Re: [RFC PATCH v1] KVM: arm64: Introduce KVM_CAP_ARM_SIGBUS_ON_SEA

Jiaqi Yan <jiaqiyan@xxxxxxxxxx> · Tue, 19 Nov 2024 15:57:46 -0800

Thanks for your comments, Marc.

While continuing the discussion here, I think it may make sense I sent
out a V2 with 2 major updates:
- add documentation for new SIGBUS feature
- remove KVM_CAP_ARM_SIGBUS_ON_SEA

On Tue, Nov 12, 2024 at 12:51 AM Marc Zyngier <maz@xxxxxxxxxx> wrote:
>
> On Mon, 04 Nov 2024 05:02:03 +0000,
> Jiaqi Yan <jiaqiyan@xxxxxxxxxx> wrote:
> >
> > Hi Marc, thanks for your quick response!
> >
> > On Fri, Nov 1, 2024 at 6:54 AM Marc Zyngier <maz@xxxxxxxxxx> wrote:
> > >
> > > On Thu, 31 Oct 2024 21:21:04 +0000,
> > > Jiaqi Yan <jiaqiyan@xxxxxxxxxx> wrote:
> > > >
> > > > Currently KVM handles SEA in guest by injecting async SError into
> > > > guest directly, bypassing VMM, usually results in guest kernel panic.
> > > >
> > > > One major situation of guest SEA is when vCPU consumes uncorrectable
> > > > memory error on the physical memory. Although SError and guest kernel
> > > > panic effectively stops the propagation of corrupted memory, it is not
> > > > easy for VMM and guest to recover from memory error in a more graceful
> > > > manner.
> > > >
> > > > Alternatively KVM can send a SIGBUS BUS_OBJERR to VMM/vCPU, just like
> > > > how core kernel signals SIGBUS BUS_OBJERR to the poison consuming
> > > > thread.
> > >
> > > Can you elaborate on why the delivery of a signal is preferable to
> > > simply exiting back to userspace with a description of the error?
> > > Signals are usually not generated by KVM, and are a pretty twisted way
> > > to generate an exit.
> >
> > A couple of reasons. First, my intuition is that KVM and core kernel
> > (do_sea) should have aligned behavior when APEI failed to claim the
> > SEA. Second, if we only talk about SEA caused by memory poison
> > consumption, both arm64 and x86 KVM already send SIGBUS to VMM/vCPU
> > thread (kvm_send_hwpoison_signal) to signal hardware memory failure,
> > although the situation is slightly different here, where we have a
> > hardware event, versus a HWPoison flag check or VM_FAULT_HWPOISON
> > returned. But from VMM/vCPU's perspective, hardware event or software
> > level VM_FAULT_HWPOISON, it would be nice if it can react to just the
> > same event, the SIGBUS signal.
> >
> > And there is another reason around your comment on arm64_notify_die.
> >
> > By "exiting back to userspace with a description of the error", are
> > you suggesting KVM_EXIT_MEMORY_FAULT? If so, we may need to add a new
> > flag to tell VMM the error is hardware memory poison, which could be
> > KVM_MEMORY_EXIT_FLAG_USERFAULT[1] if we don't want a specific one (but
> > I think a specific flag for hwpoison is probably clearer).
>
> KVM_MEMORY_EXIT_FLAG_USERFAULT is not upstream, and it isn't clear to
> me if or when it will make it there. But the idea is indeed to treat a
> RAS error as an exit reason.

Let me try again on preferring SIGBUS to KVM_EXIT. At least for memory error.

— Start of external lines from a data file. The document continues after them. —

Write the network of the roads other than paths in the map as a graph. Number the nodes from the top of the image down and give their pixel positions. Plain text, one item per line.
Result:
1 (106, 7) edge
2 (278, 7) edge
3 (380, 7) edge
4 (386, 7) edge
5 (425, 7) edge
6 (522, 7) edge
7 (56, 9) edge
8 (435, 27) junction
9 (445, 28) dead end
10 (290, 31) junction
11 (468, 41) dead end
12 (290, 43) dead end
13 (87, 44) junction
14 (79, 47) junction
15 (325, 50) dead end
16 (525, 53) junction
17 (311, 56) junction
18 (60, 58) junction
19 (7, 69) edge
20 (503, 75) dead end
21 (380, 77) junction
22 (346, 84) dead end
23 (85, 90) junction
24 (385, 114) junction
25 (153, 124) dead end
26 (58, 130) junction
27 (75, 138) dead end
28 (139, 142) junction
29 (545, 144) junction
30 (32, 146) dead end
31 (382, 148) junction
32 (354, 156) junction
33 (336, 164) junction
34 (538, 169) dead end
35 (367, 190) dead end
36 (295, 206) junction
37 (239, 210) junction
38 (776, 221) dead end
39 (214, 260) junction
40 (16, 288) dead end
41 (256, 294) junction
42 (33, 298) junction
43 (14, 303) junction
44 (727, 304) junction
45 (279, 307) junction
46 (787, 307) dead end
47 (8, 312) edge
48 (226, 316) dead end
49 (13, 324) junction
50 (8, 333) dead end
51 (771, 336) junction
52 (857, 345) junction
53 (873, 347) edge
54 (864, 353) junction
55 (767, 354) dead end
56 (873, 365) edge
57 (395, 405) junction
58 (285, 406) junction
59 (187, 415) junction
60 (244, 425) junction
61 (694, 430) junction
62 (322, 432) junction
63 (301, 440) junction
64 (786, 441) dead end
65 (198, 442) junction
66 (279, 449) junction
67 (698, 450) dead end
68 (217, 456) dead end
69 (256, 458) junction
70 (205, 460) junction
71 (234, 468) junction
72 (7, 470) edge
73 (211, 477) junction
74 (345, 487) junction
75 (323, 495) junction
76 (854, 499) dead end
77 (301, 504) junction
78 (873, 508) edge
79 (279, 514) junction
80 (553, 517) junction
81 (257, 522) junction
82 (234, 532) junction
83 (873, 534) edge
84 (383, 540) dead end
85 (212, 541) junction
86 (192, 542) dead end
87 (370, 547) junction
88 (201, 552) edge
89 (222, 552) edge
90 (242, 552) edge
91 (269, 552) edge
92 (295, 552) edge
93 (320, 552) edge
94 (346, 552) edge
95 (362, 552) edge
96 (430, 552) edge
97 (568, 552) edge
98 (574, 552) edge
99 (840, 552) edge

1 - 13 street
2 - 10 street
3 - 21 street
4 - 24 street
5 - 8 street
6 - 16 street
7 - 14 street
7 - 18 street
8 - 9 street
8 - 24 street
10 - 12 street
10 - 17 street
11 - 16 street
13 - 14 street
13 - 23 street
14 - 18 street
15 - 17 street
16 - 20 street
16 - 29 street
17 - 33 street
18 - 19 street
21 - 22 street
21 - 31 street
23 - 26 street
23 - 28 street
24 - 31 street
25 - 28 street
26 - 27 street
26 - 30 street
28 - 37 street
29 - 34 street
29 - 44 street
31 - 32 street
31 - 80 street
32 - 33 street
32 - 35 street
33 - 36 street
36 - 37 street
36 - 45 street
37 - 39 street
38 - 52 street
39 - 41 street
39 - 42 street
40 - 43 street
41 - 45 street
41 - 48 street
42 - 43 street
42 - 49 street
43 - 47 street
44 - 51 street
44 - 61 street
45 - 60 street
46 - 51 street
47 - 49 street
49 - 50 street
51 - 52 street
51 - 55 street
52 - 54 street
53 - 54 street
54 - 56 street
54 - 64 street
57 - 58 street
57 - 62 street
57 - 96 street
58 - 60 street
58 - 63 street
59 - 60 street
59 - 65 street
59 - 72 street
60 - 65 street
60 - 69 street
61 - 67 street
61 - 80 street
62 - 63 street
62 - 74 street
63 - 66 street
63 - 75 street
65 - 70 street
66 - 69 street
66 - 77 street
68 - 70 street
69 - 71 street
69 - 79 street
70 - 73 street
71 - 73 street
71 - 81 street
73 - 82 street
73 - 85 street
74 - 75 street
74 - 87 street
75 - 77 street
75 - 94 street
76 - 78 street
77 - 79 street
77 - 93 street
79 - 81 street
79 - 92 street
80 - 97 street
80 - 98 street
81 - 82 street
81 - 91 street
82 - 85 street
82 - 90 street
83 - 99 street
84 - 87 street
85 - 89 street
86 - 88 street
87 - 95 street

Let's say we should really use some KVM_EXIT to describe RAS error
(e.g. KVM_EXIT_MEMORY_FAULT for memory error). Does that mean we need
to change these existing SIGBUSes [1,2] in KVM into KVM_EXIT? Doesn't
it break VMM [3,4] that expects SIGBUS for memory errors?

The difference between [1,2] and the scenario dealt by this patch is
just whether APEI/GHES/memory_failure succeeded in recovering a memory
error or not. Is the idea that the uAPI will be different depending on
successful recovery or not?

[1] https://elixir.bootlin.com/linux/v6.12-rc7/source/arch/arm64/kvm/mmu.c#L1576
[2] https://elixir.bootlin.com/linux/v6.12-rc7/source/arch/x86/kvm/mmu/mmu.c#L3301
[3] https://github.com/qemu/qemu/blob/master/target/i386/kvm/kvm.c#L738
[4] https://github.com/qemu/qemu/blob/master/target/arm/kvm.c#L2365

>
> >
> > >
> > > > In addition to the benifit that KVM's handling for SEA becomes aligned
> > > > with core kernel behavior
> > > > - The blast radius in VM can be limited to only the consuming thread
> > > >   in guest, instead of entire guest kernel, unless the consumption is
> > > >   from guest kernel.
> > > > - VMM now has the chance to do its duties to stop the VM from repeatedly
> > > >   consuming corrupted data. For example, VMM can unmap the guest page
> > > >   from stage-2 table to intercept forseen memory poison consumption,
> > >
> > > Not quite. The VMM doesn't manage stage-2. It can remove the page from
> > > the VMA if it has it mapped, but that's it. The kernel deals with S2.
> >
> > I should probably not mention the implementation, "unmap from S2".
> > What is needed for preventing repeated consuming memory poison is
> > simply preventing guest access to certain memory pages. There is a
> > work in progress KVM API [1] by my colleague James.
> >
> > [1] https://lpc.events/event/18/contributions/1757/attachments/1442/3073/LPC_%20KVM%20Userfault.pdf
> >
> > >
> > > Which brings me to the next subject: when the kernel unmaps the page
> > > at S2, it is likely to use CMOs. Can these CMOs create RAS error
> > > themselves?
> >
> > I assume CMO here means writing dirty cache lines to memory. Writing
> > something new to a poisoned cacheline usually won't cause RAS error.
> > Notifying memory poison usually is delayed to a memory load
> > transaction.
>
> I don't see anything of the sort in the spec. At least R_VGXBJ calls
> out that:
>
> <quote>
> An error is propagated by the PE by one or more of the following
> occurring that would not have been permitted to occur had the fault
> not been activated:
>
> * Consumption of the corrupt value by any instruction, propagating the
> error to the target(s) of the instruction.  This includes:
>
>   - A store of a corrupt value.
> [...]
> </quote>
>
> So while implementations /may/ only act and deliver an error on a
> load, that's only an implementation detail.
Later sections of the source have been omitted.